We have added a few beaten-down names in the industrial space; their valuations do not factor in any recovery
We are not sufficiently enthused by valuations (fair to rich for most stocks), macro-economic conditions (still wobbly globally and domestically) and governance in India to revise our cautious stance on the Indian market notwithstanding recent attempts by global central banks to stabilize and improve global economic conditions. We struggle to find good investment ideas without taking a very expansive view of the world and ignoring valuations completely.
High global liquidity will not address macro challenges of solvency and growth. We note that recent announcements of unconventional monetary interventions by the ECB and the US Fed will help to stabilise global macro-economic conditions, at best.
However, most economies will likely go through a slow recovery process given the structural challenges in several countries in Europe, deleveraging in most large economies, forced by austerity programs and market compulsions and political uncertainty.
India faces domestic challenges; political situation not conducive to meaningful reforms or growth. It is possible that the market, in its state of collective amnesia about weak fundamentals, may gloss over domestic problems of weak macro-economic conditions, faltering growth and dysfunctional politics, given strong global liquidity and an ongoing ‘risk-on’ rally.

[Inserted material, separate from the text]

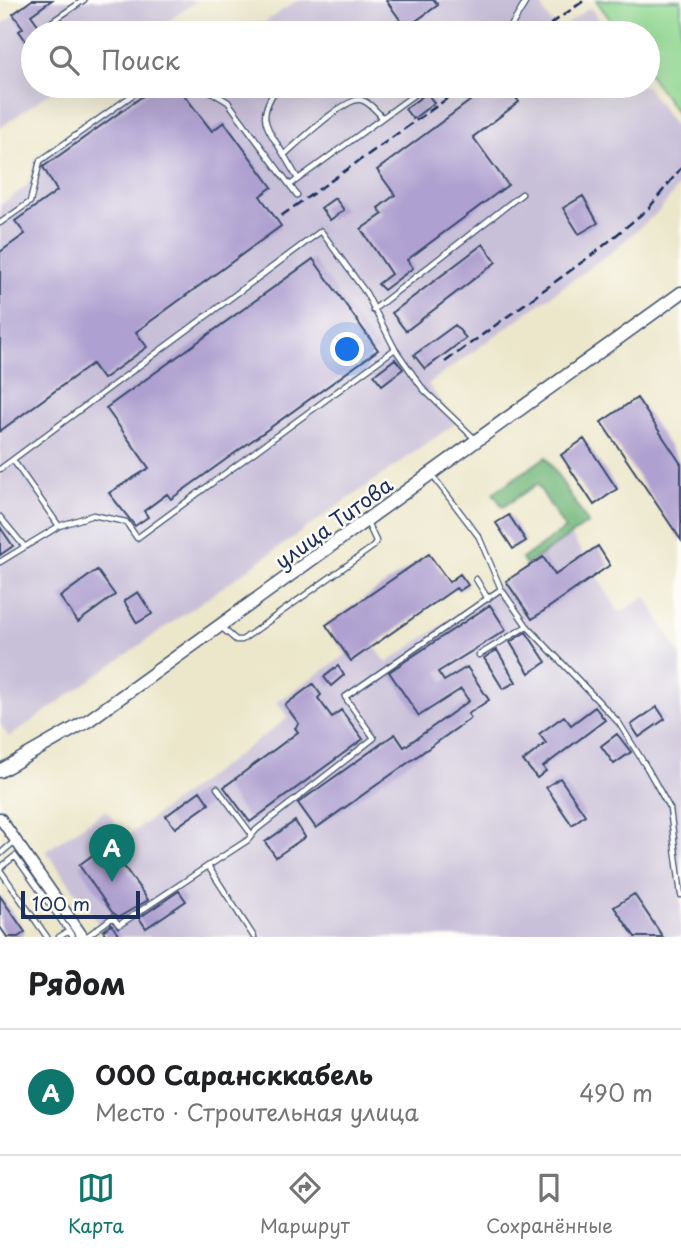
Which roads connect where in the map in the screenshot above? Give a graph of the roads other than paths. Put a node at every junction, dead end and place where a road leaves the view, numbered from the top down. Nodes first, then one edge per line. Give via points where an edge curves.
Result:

The recent announcement of a fuel-price increase is a positive but will still result in very high subsidies, fiscal deficit and inflation. It will provide some lever to the RBI to reduce policy rates during 2HFY13; we already assume a 50 bps cut though.
However, we believe cynical politics and a busy election schedule up to the general elections in May 2014 will preclude meaningful reforms that can push domestic growth to 7-8% on a sustained basis.

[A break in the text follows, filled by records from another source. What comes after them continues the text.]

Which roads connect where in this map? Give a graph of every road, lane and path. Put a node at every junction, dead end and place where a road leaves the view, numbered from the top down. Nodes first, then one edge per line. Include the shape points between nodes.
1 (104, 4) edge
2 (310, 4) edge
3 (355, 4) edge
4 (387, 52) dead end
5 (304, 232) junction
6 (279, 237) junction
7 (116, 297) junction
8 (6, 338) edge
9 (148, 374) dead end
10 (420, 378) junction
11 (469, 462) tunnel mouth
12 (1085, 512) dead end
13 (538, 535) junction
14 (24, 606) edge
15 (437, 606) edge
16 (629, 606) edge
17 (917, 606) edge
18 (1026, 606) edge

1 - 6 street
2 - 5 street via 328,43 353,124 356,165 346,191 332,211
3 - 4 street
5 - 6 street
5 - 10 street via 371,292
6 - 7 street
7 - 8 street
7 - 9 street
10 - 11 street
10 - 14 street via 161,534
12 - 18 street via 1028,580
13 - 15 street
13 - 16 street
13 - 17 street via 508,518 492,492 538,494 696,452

Liquidity has short-term charms and a tendency to drown a rational investment approach. We note that India has received over US$42 bn of net FII flows from January 2010 and yet the market has returned a paltry 3% over this period (-13% in US Dollar terms).
Thus, we would focus more on fundamentals and valuations rather than get carried by liquidity. Liquidity by itself cannot sustain markets forever unless it is backed by strong real economic growth and corporate earnings.

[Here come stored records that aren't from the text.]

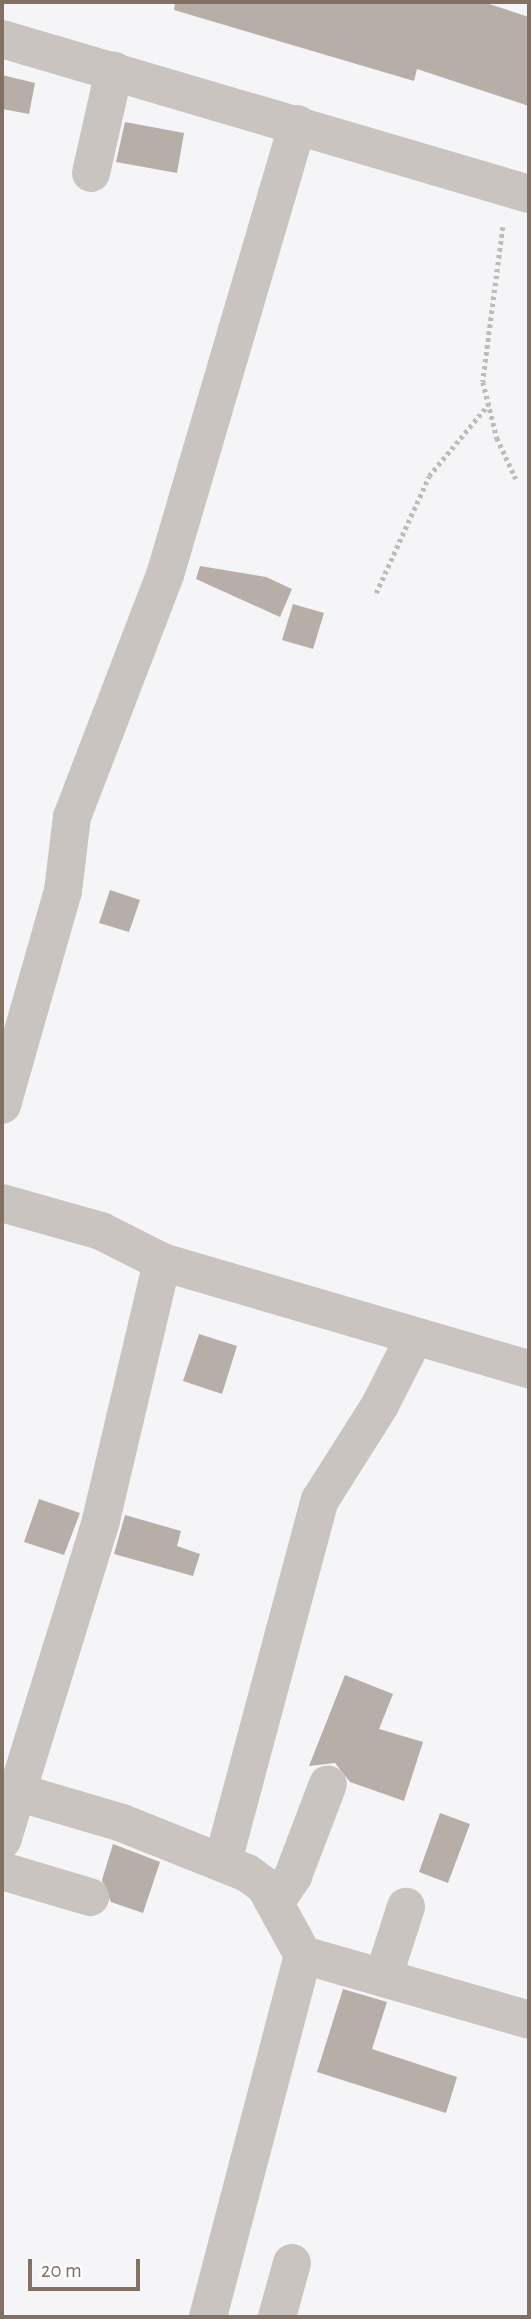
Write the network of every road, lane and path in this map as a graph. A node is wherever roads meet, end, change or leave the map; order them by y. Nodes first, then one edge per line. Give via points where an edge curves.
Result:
1 (2, 39) edge
2 (114, 71) junction
3 (298, 124) junction
4 (91, 173) dead end
5 (519, 191) edge
6 (488, 404) junction
7 (516, 479) dead end
8 (376, 593) dead end
9 (2, 1105) edge
10 (2, 1203) edge
11 (162, 1262) junction
12 (414, 1338) junction
13 (529, 1369) edge
14 (328, 1784) dead end
15 (17, 1792) junction
16 (2, 1840) edge
17 (223, 1861) junction
18 (2, 1871) edge
19 (90, 1897) dead end
20 (275, 1902) junction
21 (406, 1907) dead end
22 (303, 1955) junction
23 (383, 1978) junction
24 (529, 2020) edge
25 (292, 2263) dead end
26 (208, 2317) edge
27 (277, 2317) edge

1 - 2 street
2 - 3 street
2 - 4 street
3 - 5 street
3 - 9 street via 165,575 72,817 63,891
5 - 6 path via 483,382
6 - 7 path
6 - 8 path via 429,476
10 - 11 street via 101,1231
11 - 12 street
11 - 15 street via 101,1521
12 - 13 street
12 - 17 street via 380,1405 320,1500
14 - 20 street via 293,1876
15 - 16 street
15 - 17 street
17 - 20 street via 265,1886
18 - 19 street
20 - 22 street
21 - 23 street
22 - 23 street
22 - 26 street
23 - 24 street
25 - 27 street

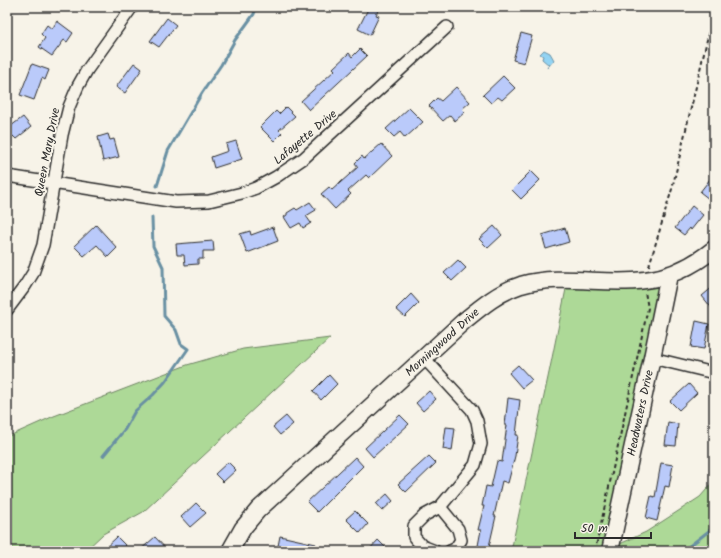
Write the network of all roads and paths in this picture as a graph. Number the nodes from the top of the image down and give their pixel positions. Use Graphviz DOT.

We expect global markets to take a more sober investment view once the rush of the recent actions of central banks is over and investors start focusing on earnings and valuations. The Indian market looks quite expensive in the context of very modest earnings growth over the next two years.
Short on ideas and we don’t want to be reluctant investors. We have cut weights on consumer stocks and made the sector underweight finally noting the stratospheric valuations of most stocks in the sector.
Likely continued weak domestic economic situation, poor financials of most infrastructure companies, little faith in global economic recovery and continued credit quality issues in the banking sector eliminate domestic cyclical stocks, infrastructure names, global commodity and most banks from our model portfolio. We have added a few beaten-down names in the industrial space; their valuations do not factor in any recovery.